* [TASK REQUIREMENTS] The entries that follow must be written out exactly, without any of the pictures they contain.

Stored data entries
----
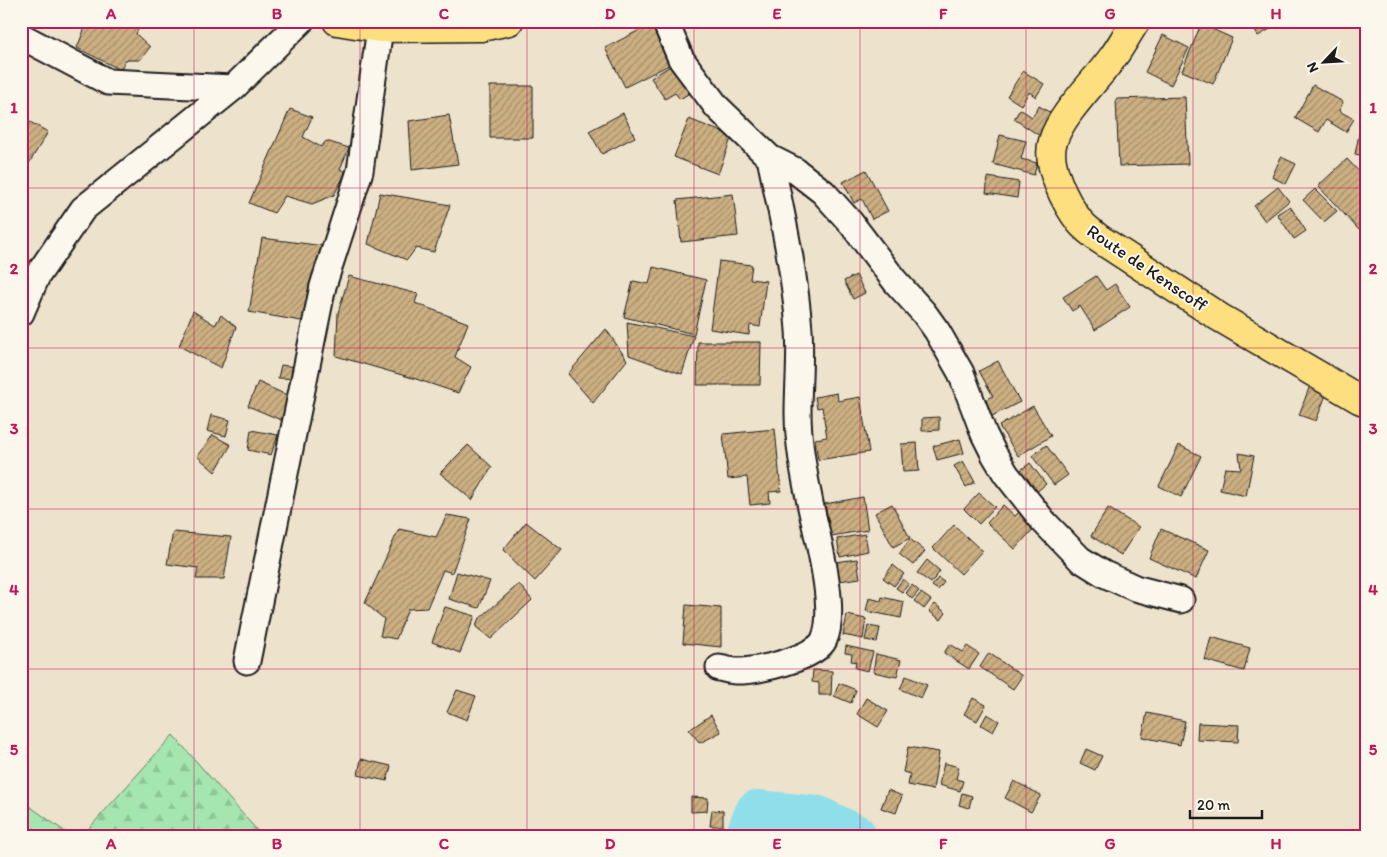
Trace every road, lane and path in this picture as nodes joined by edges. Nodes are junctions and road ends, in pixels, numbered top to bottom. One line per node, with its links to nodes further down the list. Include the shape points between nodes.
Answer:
1 (301, 21): 8 (street)
2 (337, 21): 6 (main road)
3 (509, 21): 6 (main road, via 481,28)
4 (665, 21): 9 (street, via 681,59 717,107)
5 (1136, 21): 11 (main road, Route de Kenscoff, via 1114,57 1069,112 1053,140 1053,167 1080,222 1098,238 1219,317)
6 (380, 28): 13 (street, via 360,171 323,286)
7 (21, 36): 8 (street, via 108,82)
8 (233, 88): 10 (street, via 83,208 37,276)
9 (770, 158): 12 (street, via 796,171 824,192 924,313 961,373 984,434 1006,474 1044,522 1080,559 1104,574 1135,588); 14 (street, via 796,295 800,440 824,568 830,621 824,642 790,662 738,672)
10 (21, 313)
11 (1366, 402)
12 (1181, 600)
13 (248, 661)
14 (719, 668)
----
* [ANSWER SPACE]
Trace every road, lane and path in this picture as nodes joined by edges. Nodes are junctions and road ends, in pixels, numbered top to bottom. One line per node, with its links to nodes further down the list. Include the shape points between nodes.
Answer:
1 (301, 21): 8 (street)
2 (337, 21): 6 (main road)
3 (509, 21): 6 (main road, via 481,28)
4 (665, 21): 9 (street, via 681,59 717,107)
5 (1136, 21): 11 (main road, Route de Kenscoff, via 1114,57 1069,112 1053,140 1053,167 1080,222 1098,238 1219,317)
6 (380, 28): 13 (street, via 360,171 323,286)
7 (21, 36): 8 (street, via 108,82)
8 (233, 88): 10 (street, via 83,208 37,276)
9 (770, 158): 12 (street, via 796,171 824,192 924,313 961,373 984,434 1006,474 1044,522 1080,559 1104,574 1135,588); 14 (street, via 796,295 800,440 824,568 830,621 824,642 790,662 738,672)
10 (21, 313)
11 (1366, 402)
12 (1181, 600)
13 (248, 661)
14 (719, 668)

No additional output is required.